L’etoile du Nord train station in Paris, a place designed for transience, became the final destination for Nicolas Ghesquière’s latest vision. Beneath and below, where the usual sounds of departing trains and the scent of metal and motion fill the air, the Louis Vuitton fall winter 25 show unfolded.
There’s always something cinematic about Ghesquière’s collections at Louis Vuitton. This season, his fascination with the ’80s took shape again, not as a mere retrospective but as a conversation between past and present. Power shoulders cut with razor-sharp precision, lacquered leather scrunch boots (some even with a wool trim), slip dresses with lace. Every piece a collision of nostalgia and modernity, a wardrobe caught mid-motion, like train carriages on the rails.

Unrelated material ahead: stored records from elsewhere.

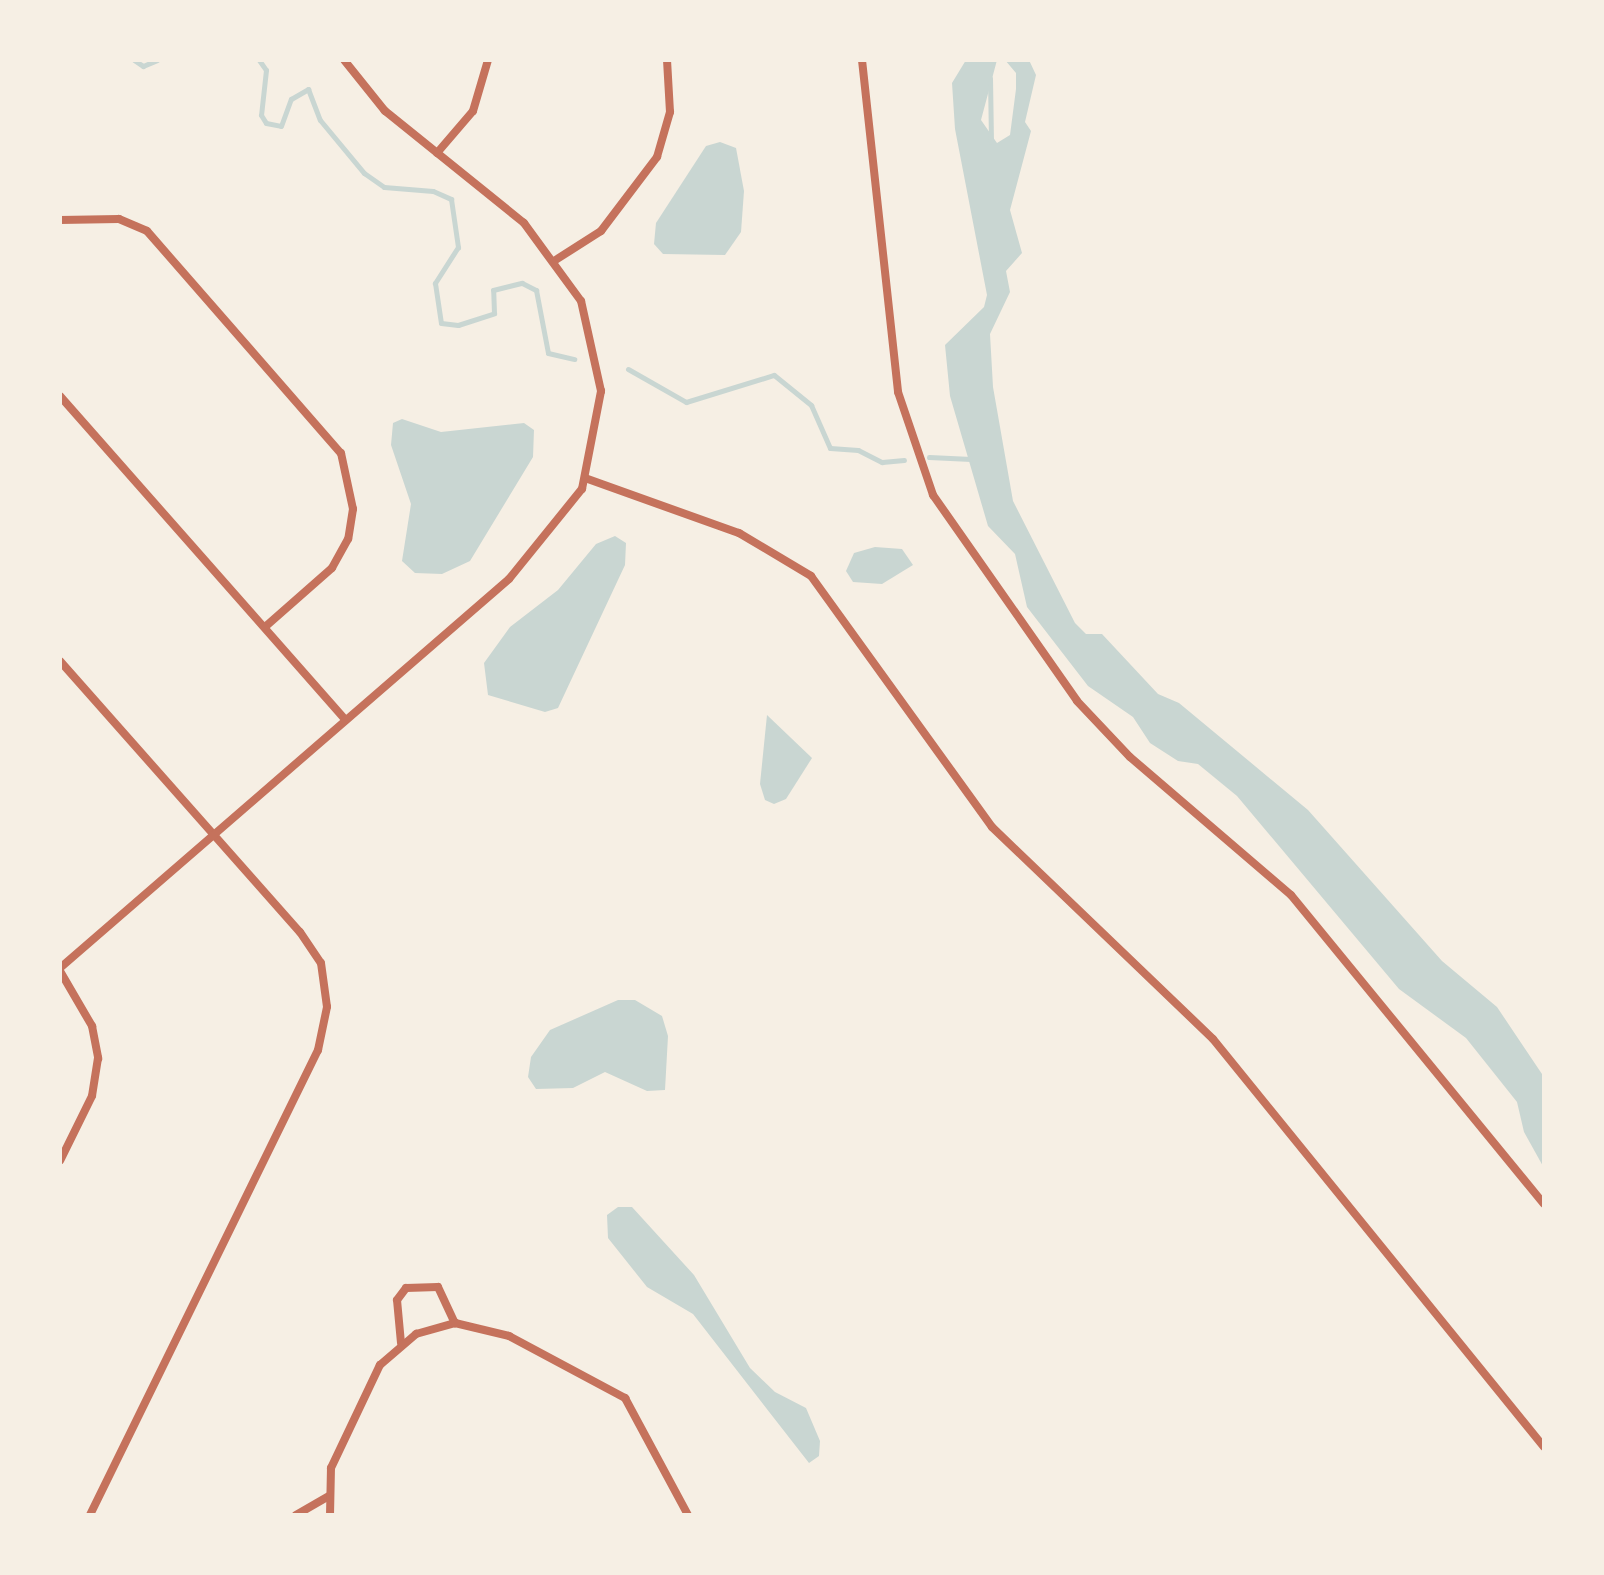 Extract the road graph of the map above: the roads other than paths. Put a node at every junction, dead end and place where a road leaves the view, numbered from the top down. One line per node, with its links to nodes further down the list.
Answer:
1 (344, 60): 5 (street)
2 (488, 60): 5 (street)
3 (667, 60): 7 (street)
4 (862, 60): 16 (street)
5 (438, 153): 7 (street)
6 (60, 220): 10 (street)
7 (554, 260): 9 (street)
8 (60, 396): 10 (street)
9 (585, 478): 12 (street); 19 (street)
10 (265, 627): 12 (street)
11 (60, 661): 13 (street)
12 (346, 720): 13 (street)
13 (213, 835): 14 (street); 21 (street)
14 (60, 970): 15 (street)
15 (60, 1161)
16 (1544, 1204)
17 (455, 1323): 18 (street); 18 (street); 24 (street)
18 (400, 1344): 20 (street)
19 (1544, 1447)
20 (329, 1496): 22 (street); 23 (street)
21 (90, 1515)
22 (296, 1515)
23 (330, 1515)
24 (688, 1515)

A particularly favourite look was a nylon bomber thrown disrupting the delicate romance of an embroidered slip purple dress, and a pair of sneakers grounding the look even further. Leather blazers were worn-in and effortless, partially masking the slouch of silk trousers that skimmed the floor. A sculpted peacoat, strict in its cut, was offset by skirts that trailed and caught the airwith ease. Ghesquière thrives in tension and structure against softness, precision against spontaneity, the push and pull of the opposites. These looks felt like an elevated reflection of those instinctive, throw-on and throw-off moments, opulent yet instinctively wearable.

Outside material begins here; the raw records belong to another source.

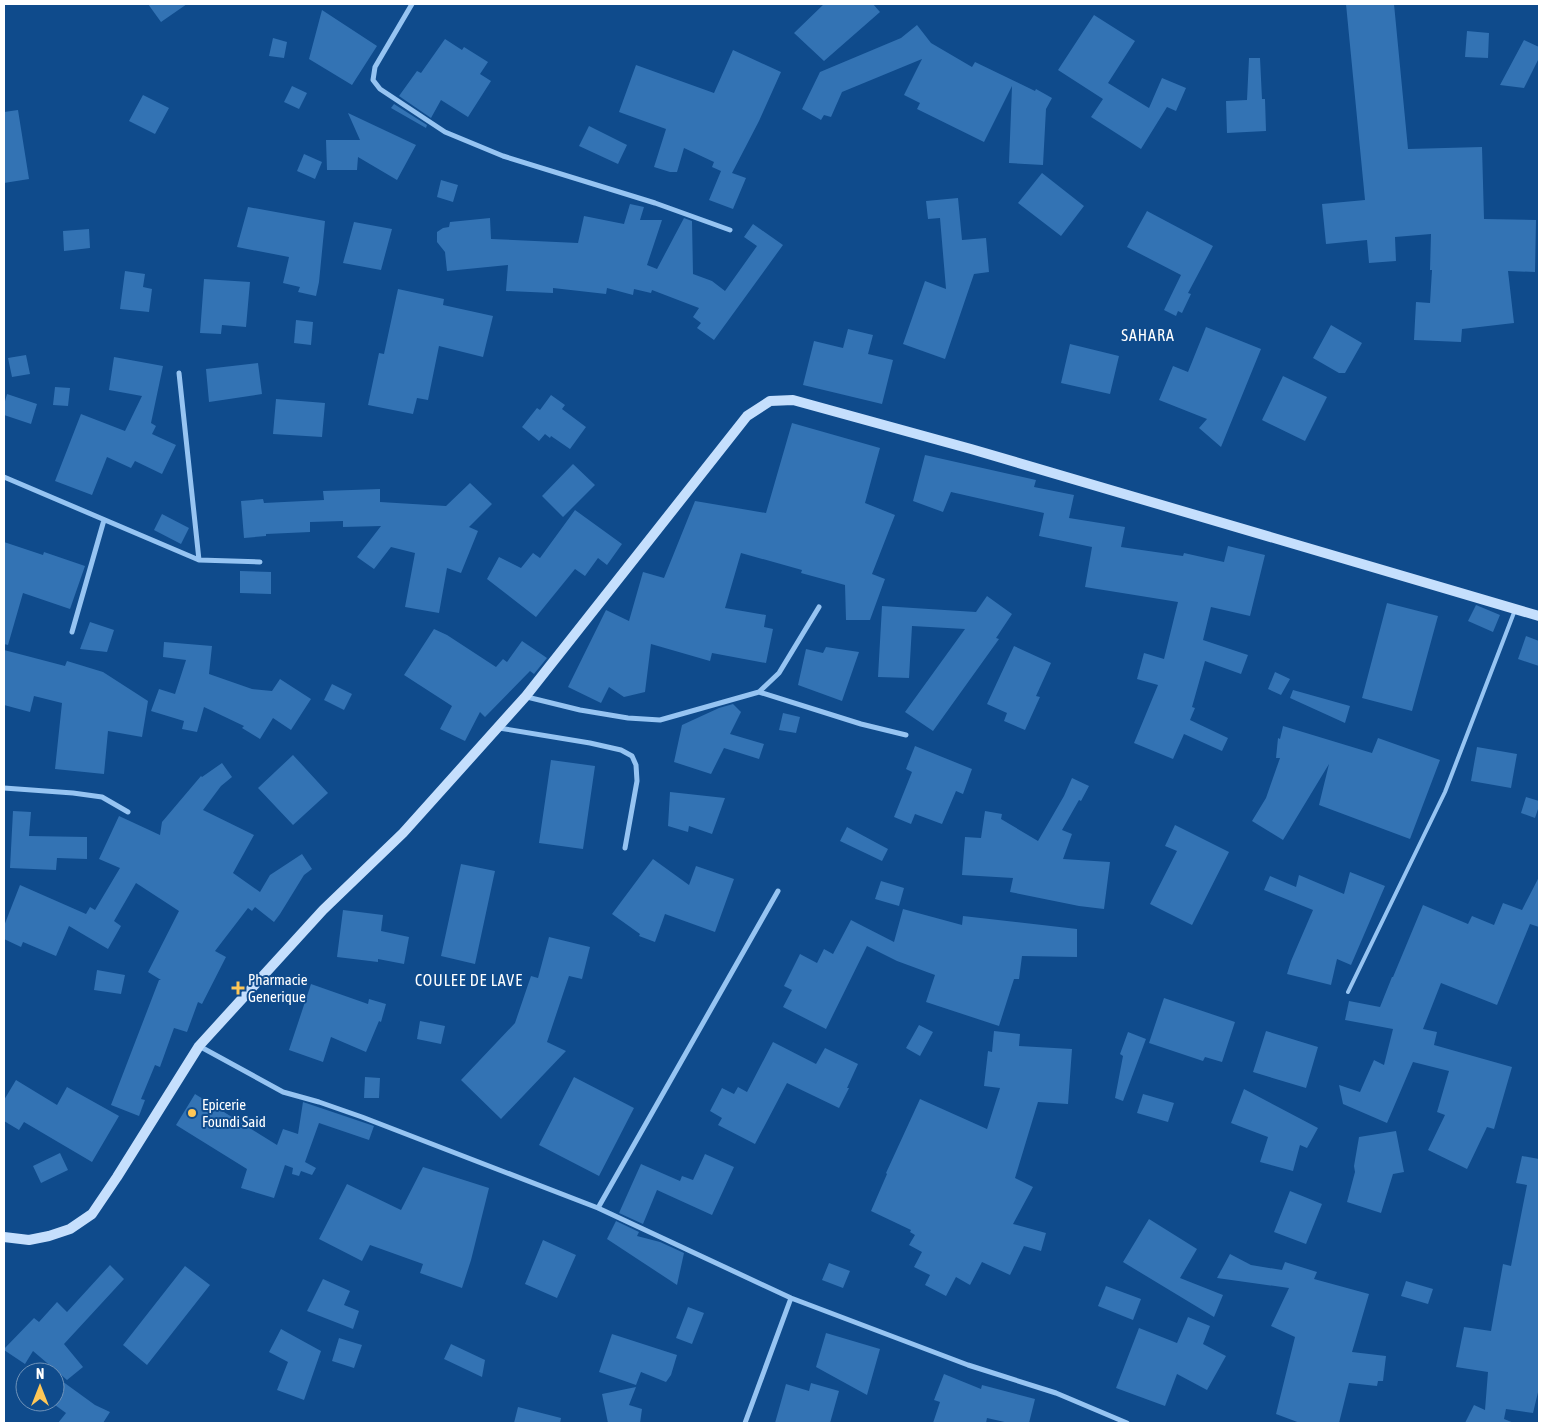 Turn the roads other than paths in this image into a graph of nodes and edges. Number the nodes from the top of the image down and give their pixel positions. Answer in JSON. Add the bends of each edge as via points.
{"nodes":[{"id":1,"x":412,"y":4,"type":"edge"},
{"id":2,"x":730,"y":230,"type":"dead end"},
{"id":3,"x":179,"y":373,"type":"dead end"},
{"id":4,"x":4,"y":477,"type":"edge"},
{"id":5,"x":104,"y":520,"type":"junction"},
{"id":6,"x":198,"y":560,"type":"junction"},
{"id":7,"x":260,"y":562,"type":"dead end"},
{"id":8,"x":819,"y":607,"type":"dead end"},
{"id":9,"x":1516,"y":609,"type":"junction"},
{"id":10,"x":1539,"y":616,"type":"edge"},
{"id":11,"x":72,"y":632,"type":"dead end"},
{"id":12,"x":759,"y":692,"type":"junction"},
{"id":13,"x":526,"y":696,"type":"junction"},
{"id":14,"x":499,"y":728,"type":"junction"},
{"id":15,"x":906,"y":735,"type":"dead end"},
{"id":16,"x":4,"y":788,"type":"edge"},
{"id":17,"x":128,"y":812,"type":"dead end"},
{"id":18,"x":625,"y":848,"type":"dead end"},
{"id":19,"x":778,"y":891,"type":"dead end"},
{"id":20,"x":1348,"y":992,"type":"dead end"},
{"id":21,"x":198,"y":1046,"type":"junction"},
{"id":22,"x":598,"y":1208,"type":"junction"},
{"id":23,"x":4,"y":1237,"type":"edge"},
{"id":24,"x":792,"y":1298,"type":"junction"},
{"id":25,"x":745,"y":1423,"type":"edge"},
{"id":26,"x":1127,"y":1423,"type":"edge"}],
"edges":[{"from":1,"to":2,"type":"street","via":[[375,67],[373,80],[380,89],[445,132],[503,156]]},
{"from":3,"to":6,"type":"street"},
{"from":4,"to":5,"type":"street"},
{"from":5,"to":6,"type":"street"},
{"from":5,"to":11,"type":"street"},
{"from":6,"to":7,"type":"street"},
{"from":8,"to":12,"type":"street","via":[[779,673]]},
{"from":9,"to":10,"type":"main road"},
{"from":9,"to":13,"type":"main road","via":[[953,444],[793,400],[770,401],[747,416]]},
{"from":9,"to":20,"type":"lane","via":[[1445,792]]},
{"from":12,"to":13,"type":"street","via":[[660,720],[580,710]]},
{"from":12,"to":15,"type":"street"},
{"from":13,"to":14,"type":"main road"},
{"from":14,"to":18,"type":"street","via":[[590,743],[632,756],[637,781]]},
{"from":14,"to":21,"type":"main road","via":[[403,833],[323,910]]},
{"from":16,"to":17,"type":"street","via":[[102,797]]},
{"from":19,"to":22,"type":"street"},
{"from":21,"to":22,"type":"street","via":[[283,1092],[354,1114]]},
{"from":21,"to":23,"type":"main road","via":[[92,1214],[70,1229],[49,1236],[29,1240]]},
{"from":22,"to":24,"type":"street"},
{"from":24,"to":25,"type":"street"},
{"from":24,"to":26,"type":"street"}]}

Stray Kids star Felix returned to the runway this season, platinum-haired and electric in a sharply tailored checkered trouser set. And sitting front row were friends of the House Emma Stone, Saoirse Ronan, and Ana De Armas. But beyond the spectacle, the quiet details hit hardest. Sculptural bags, firm yet held loose in the hand. The golden age of railway glamour reimagined and train caps tilted just so, lanterns with a glow in one hand, and a piece of luggage in the other. This collection felt like a wardrobe made for the journey, whether through time, cities, or space in between.
And then, just as quickly as the show starred it has finished. What models just swarmed the station, quickly felt desolate as they departed the station, vanishing as swiftly as they arrived. A fleeting moment. A brief encounter. The nature of travel, the nature of fashion.